Git and GitHub Procedures
The purpose of this page is to document typical Git and GitHub workflows and to serve as a cheat sheet for remembering the commands. This page only covers the basic aspects related to Git version control and how one uses GitHub to contribute code.
Git and GitHub Background
As a code base evolves it will have existed in many versions. Almost all modern codes use some form of what is termed “version control” (VC) to manage these versions. Rather than attempting to do VC manually, most developers typically employ some form of VC software. Broadly speaking VC software provides two main services:
Management of a code’s history - Sophisticated “undo” feature
Merging disparate contributions into one code base - Manually merging contributions from different developers is error-prone - Good VC can merge code automatically by utilizing the common code history
Superficially all VC software follows a similar workflow. When a developer wants to work on a version controlled code base (called a repo), they:
Copy the repo
Modify the copy
Merge the copy back with the repo
Exactly how this process is done depends on the model adopted by the VC software managing the repo. Originally, most VC packages (like CVS and SVN) utilized what is called a centralized repo model. In a centralized model there is only one repo. Copies of that repo are intimately linked to the original repo. More modern VC packages, like Git and Mercurial, instead use what is called a distributed repo model. In this model, all copies of the original repo are perfectly legitimate repos on their own. Conceptually this means that any notion of “authoritative repo” is purely a social convention. The distributed repo model has a number of advantages compared to the centralized repo model:
Faster operations
No need to communicate with original (typically remote) repo
Encourages code-base to be saved more often
Easy collaboration
No need for messy three-way (original, and two copies) synchronization, only worry about copy to copy synchronization
Copies have access to all VC commands, which makes it much easier to share changes without going through original repo
Each repo is essentially a “back-up”, the original repo’s full history is in each copy
Given GitHub’s current popularity as a social coding platform it’s easy to lose sight of GitHub’s actual role in the VC process. GitHub itself is really nothing more than a website which hosts Git repos. Consequentially, there’s nothing special (from the perspective of Git) about the repo that lives on GitHub versus a copy of that repo living on any other computer. That said, given that GitHub is easily accessed by all developers and potential users, it’s typical to, by social convention, treat the GitHub repo as the “official” repo. GitHub’s popularity is largely fueled by the fact that in addition to being a place to host Git repos it also strives to encompass and simplify many other aspects of the development process (such as continuous integration and code-review). The following sections detail common Git commands and the typical GitHub workflow purposed for the NWChemEx project.
Common Git Commands
For the purposes of this tutorial we’ll assume that you’re working with an existing Git repo (if you’re not, the easiest way to make a repo is to do so on GitHub and then follow GitHub’s prompts). Once you know which repo you want to work on, the first step is to get your own copy (the copy is termed a clone in Git lingo). The command to clone a repo is:
git clone <path_to_repo> [<where_to_put_repo>]

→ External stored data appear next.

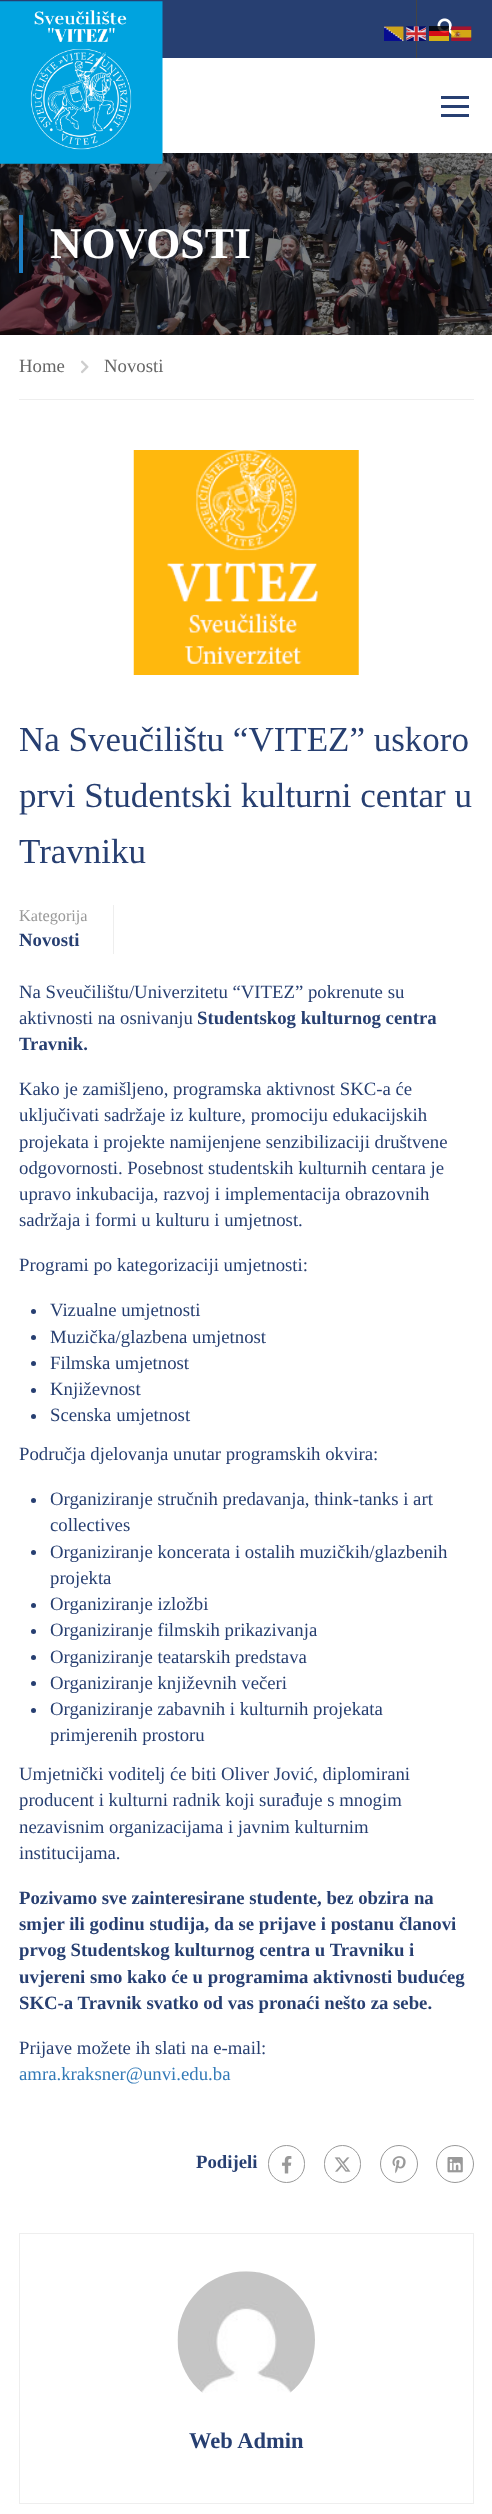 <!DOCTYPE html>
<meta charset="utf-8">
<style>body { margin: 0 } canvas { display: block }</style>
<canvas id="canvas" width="492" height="2514"></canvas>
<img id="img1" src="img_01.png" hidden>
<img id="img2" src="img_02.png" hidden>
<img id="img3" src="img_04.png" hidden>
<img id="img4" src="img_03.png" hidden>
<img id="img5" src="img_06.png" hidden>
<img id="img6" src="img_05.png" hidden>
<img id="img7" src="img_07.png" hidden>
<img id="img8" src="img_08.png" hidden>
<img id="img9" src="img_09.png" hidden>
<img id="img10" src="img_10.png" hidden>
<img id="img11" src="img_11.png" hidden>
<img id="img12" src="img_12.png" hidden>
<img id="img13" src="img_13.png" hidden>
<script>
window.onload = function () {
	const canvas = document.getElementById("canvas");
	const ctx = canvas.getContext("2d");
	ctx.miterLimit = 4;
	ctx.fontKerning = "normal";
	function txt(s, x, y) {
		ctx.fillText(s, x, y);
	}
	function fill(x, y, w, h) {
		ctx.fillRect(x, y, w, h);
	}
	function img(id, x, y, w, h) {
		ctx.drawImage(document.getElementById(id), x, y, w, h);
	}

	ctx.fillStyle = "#FFFFFF";
	fill(0, 0, 492, 2514);
	ctx.fillStyle = "#273F71";
	fill(0, 0, 492, 58);
	img("img1", 384, 26, 20, 15);
	ctx.fillStyle = "#444444";
	fill(416, 0, 1, 58);
	img("img2", 406, 26, 20, 15);
	img("img3", 437, 18, 18, 18);
	ctx.fillStyle = "rgba(0, 0, 0, 0.8)";
	fill(429, 26, 20, 5);
	img("img4", 451, 26, 21, 15);
	ctx.fillStyle = "rgba(255, 0, 0, 0.8)";
	fill(429, 31, 20, 5);
	ctx.fillStyle = "#D4B017";
	fill(429, 36, 20, 5);
	img("img5", 0, 153, 492, 182);
	img("img6", 0, 1, 163, 163);
	ctx.fillStyle = "#273F71";
	fill(441, 96, 28, 3);
	fill(441, 105, 28, 3);
	fill(441, 114, 28, 3);
	ctx.fillStyle = "#1D7EC3";
	fill(19, 215, 4, 58);
	ctx.fillStyle = "#EEEEEE";
	fill(19, 399, 455, 1);
	img("img7", 81, 360, 8, 14);
	img("img8", 133, 450, 226, 225);
	fill(113, 905, 1, 49);
	ctx.fillStyle = "#273F71";
	ctx.beginPath();
	ctx.arc(33.5, 1311.5, 2.5, 0, Math.PI * 2);
	ctx.fill();
	ctx.beginPath();
	ctx.arc(33.5, 1337.5, 2.5, 0, Math.PI * 2);
	ctx.fill();
	ctx.beginPath();
	ctx.arc(33.5, 1363.5, 2.5, 0, Math.PI * 2);
	ctx.fill();
	ctx.beginPath();
	ctx.arc(33.5, 1390.5, 2.5, 0, Math.PI * 2);
	ctx.fill();
	ctx.beginPath();
	ctx.arc(33.5, 1416.5, 2.5, 0, Math.PI * 2);
	ctx.fill();
	ctx.beginPath();
	ctx.arc(33.5, 1500.5, 2.5, 0, Math.PI * 2);
	ctx.fill();
	ctx.beginPath();
	ctx.arc(33.5, 1552.5, 2.5, 0, Math.PI * 2);
	ctx.fill();
	ctx.beginPath();
	ctx.arc(33.5, 1605.5, 2.5, 0, Math.PI * 2);
	ctx.fill();
	ctx.beginPath();
	ctx.arc(33.5, 1631.5, 2.5, 0, Math.PI * 2);
	ctx.fill();
	ctx.beginPath();
	ctx.arc(33.5, 1657.5, 2.5, 0, Math.PI * 2);
	ctx.fill();
	ctx.beginPath();
	ctx.arc(33.5, 1683.5, 2.5, 0, Math.PI * 2);
	ctx.fill();
	ctx.beginPath();
	ctx.arc(33.5, 1710.5, 2.5, 0, Math.PI * 2);
	ctx.fill();
	ctx.beginPath();
	ctx.roundRect(268.5, 2145.5, 36, 37, 18);
	ctx.strokeStyle = "#999999";
	ctx.stroke();
	img("img9", 282, 2156, 10, 18);
	ctx.beginPath();
	ctx.roundRect(324.5, 2145.5, 36, 37, 18);
	ctx.stroke();
	img("img10", 334, 2157, 17, 15);
	ctx.beginPath();
	ctx.arc(399, 2164, 18.5, 0, Math.PI * 2);
	ctx.stroke();
	img("img11", 392, 2156, 14, 18);
	ctx.beginPath();
	ctx.arc(455, 2164, 18.5, 0, Math.PI * 2);
	ctx.stroke();
	img("img12", 447, 2157, 16, 16);
	ctx.strokeStyle = "#EEEEEE";
	ctx.strokeRect(19.5, 2233.5, 454, 270);
	img("img13", 177, 2271, 138, 122);
	ctx.font = "bold 43.75px Liberation Serif";
	ctx.fillStyle = "#FFFFFF";
	txt("NOVOSTI", 50, 258);
	ctx.font = "18.75px Liberation Serif";
	ctx.fillStyle = "#666666";
	txt("Home", 19, 372);
	txt("Novosti", 104, 372);
	ctx.font = "35px Liberation Serif";
	ctx.fillStyle = "#273F71";
	txt("Na Sveučilištu “VITEZ” uskoro", 19, 751);
	txt("prvi Studentski kulturni centar u", 19, 807);
	txt("Travniku", 19, 863);
	ctx.font = "16.25px Liberation Serif";
	ctx.fillStyle = "#999999";
	txt("Kategorija", 19, 921);
	ctx.font = "bold 18.75px Liberation Serif";
	ctx.fillStyle = "#273F71";
	txt("Novosti", 19, 946);
	ctx.font = "18.75px Liberation Serif";
	txt("Na Sveučilištu/Univerzitetu “VITEZ” pokrenute su", 19, 998);
	txt("aktivnosti na osnivanju", 19, 1024);
	ctx.font = "bold 18.75px Liberation Serif";
	txt("Studentskog kulturnog centra", 197, 1024);
	txt("Travnik.", 19, 1050);
	ctx.font = "18.75px Liberation Serif";
	txt("Kako je zamišljeno, programska aktivnost SKC-a će", 19, 1095);
	txt("uključivati sadržaje iz kulture, promociju edukacijskih", 19, 1121);
	txt("projekata i projekte namijenjene senzibilizaciji društvene", 19, 1148);
	txt("odgovornosti. Posebnost studentskih kulturnih centara je", 19, 1174);
	txt("upravo inkubacija, razvoj i implementacija obrazovnih", 19, 1200);
	txt("sadržaja i formi u kulturu i umjetnost.", 19, 1226);
	txt("Programi po kategorizaciji umjetnosti:", 19, 1271);
	txt("Vizualne umjetnosti", 50, 1316);
	txt("Muzička/glazbena umjetnost", 50, 1343);
	txt("Filmska umjetnost", 50, 1369);
	txt("Književnost", 50, 1395);
	txt("Scenska umjetnost", 50, 1421);
	txt("Područja djelovanja unutar programskih okvira:", 19, 1460);
	txt("Organiziranje stručnih predavanja, think-tanks i art", 50, 1505);
	txt("collectives", 50, 1531);
	txt("Organiziranje koncerata i ostalih muzičkih/glazbenih", 50, 1558);
	txt("projekta", 50, 1584);
	txt("Organiziranje izložbi", 50, 1610);
	txt("Organiziranje filmskih prikazivanja", 50, 1636);
	txt("Organiziranje teatarskih predstava", 50, 1663);
	txt("Organiziranje književnih večeri", 50, 1689);
	txt("Organiziranje zabavnih i kulturnih projekata", 50, 1715);
	txt("primjerenih prostoru", 50, 1741);
	txt("Umjetnički voditelj će biti Oliver Jović, diplomirani", 19, 1780);
	txt("producent i kulturni radnik koji surađuje s mnogim", 19, 1806);
	txt("nezavisnim organizacijama i javnim kulturnim", 19, 1833);
	txt("institucijama.", 19, 1859);
	ctx.font = "bold 18.75px Liberation Serif";
	txt("Pozivamo sve zainteresirane studente, bez obzira na", 19, 1904);
	txt("smjer ili godinu studija, da se prijave i postanu članovi", 19, 1930);
	txt("prvog Studentskog kulturnog centra u Travniku i", 19, 1956);
	txt("uvjereni smo kako će u programima aktivnosti budućeg", 19, 1983);
	txt("SKC-a Travnik svatko od vas pronaći nešto za sebe.", 19, 2009);
	ctx.font = "18.75px Liberation Serif";
	txt("Prijave možete ih slati na e-mail:", 19, 2054);
	ctx.fillStyle = "#337AB7";
	txt("amra.kraksner@unvi.edu.ba", 19, 2080);
	ctx.font = "bold 18.75px Liberation Serif";
	ctx.fillStyle = "#273F71";
	txt("Podijeli", 196, 2168);
	ctx.font = "bold 22.5px Liberation Serif";
	txt("Web Admin", 189, 2448);
};
</script>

This will checkout a repo that is located at path_to_repo
and optionally
put it in a folder named where_to_put_repo
(if you don’t specify
where_to_put_repo
, the clone will be placed into a folder with the
same name as the repo you are cloning). It’s important to realize that
path_to_repo
can be either a file path, to say clone a repo on your
internal network, or a website like GitHub. The remainder of the commands in
this section assume you are inside the resulting directory (Git will try to
access settings that are hidden in .git/
folders and will complain if said
folders don’t exist).
Typically one thinks of the code itself as having a single state. This state evolves as features are added to the code. The timeline of the code’s state is termed the “master branch” (history in Git is thought of as tree-like). By default the clone you get only has the master branch. A widely adopted convention of the Git community (adherence to which will make your life easier long term) is that the master branch should always be deployable (i.e. work and be relatively bug-free). This convention is easy to meet if we always keep this branch clean (i.e. don’t make your changes to it) and we keep it up to date. In an effort to keep the master branch clean the first thing you should do is thus make a new branch. This is done by:
git checkout -b <branch_name>
where branch_name
is the name of the branch you’ll be working on. The
-b
flag tells Git to make the branch (Git will yell at you if the branch
exists and you use the -b
flag). The resulting branch starts a new timeline
that diverges from the master branch’s current state. All of your development
will occur on this branch. Since the branch has diverged from the master branch
it is safe to routinely track your changes, even before they’re ready to be
merged back into master.
At this point you begin developing your great new feature on your new branch. As time goes by and you write more and more code, you’ll reach a point where you’ll want to save the branch’s state with Git so that you can revert if something goes horribly wrong. To do this, first you have to tell Git what files you want to save:
git add <files_to_save>
where files_to_save
is one or more files to save (Linux wild cards work,
e.g. git add *.cpp
will save all C++ source files in the current directory).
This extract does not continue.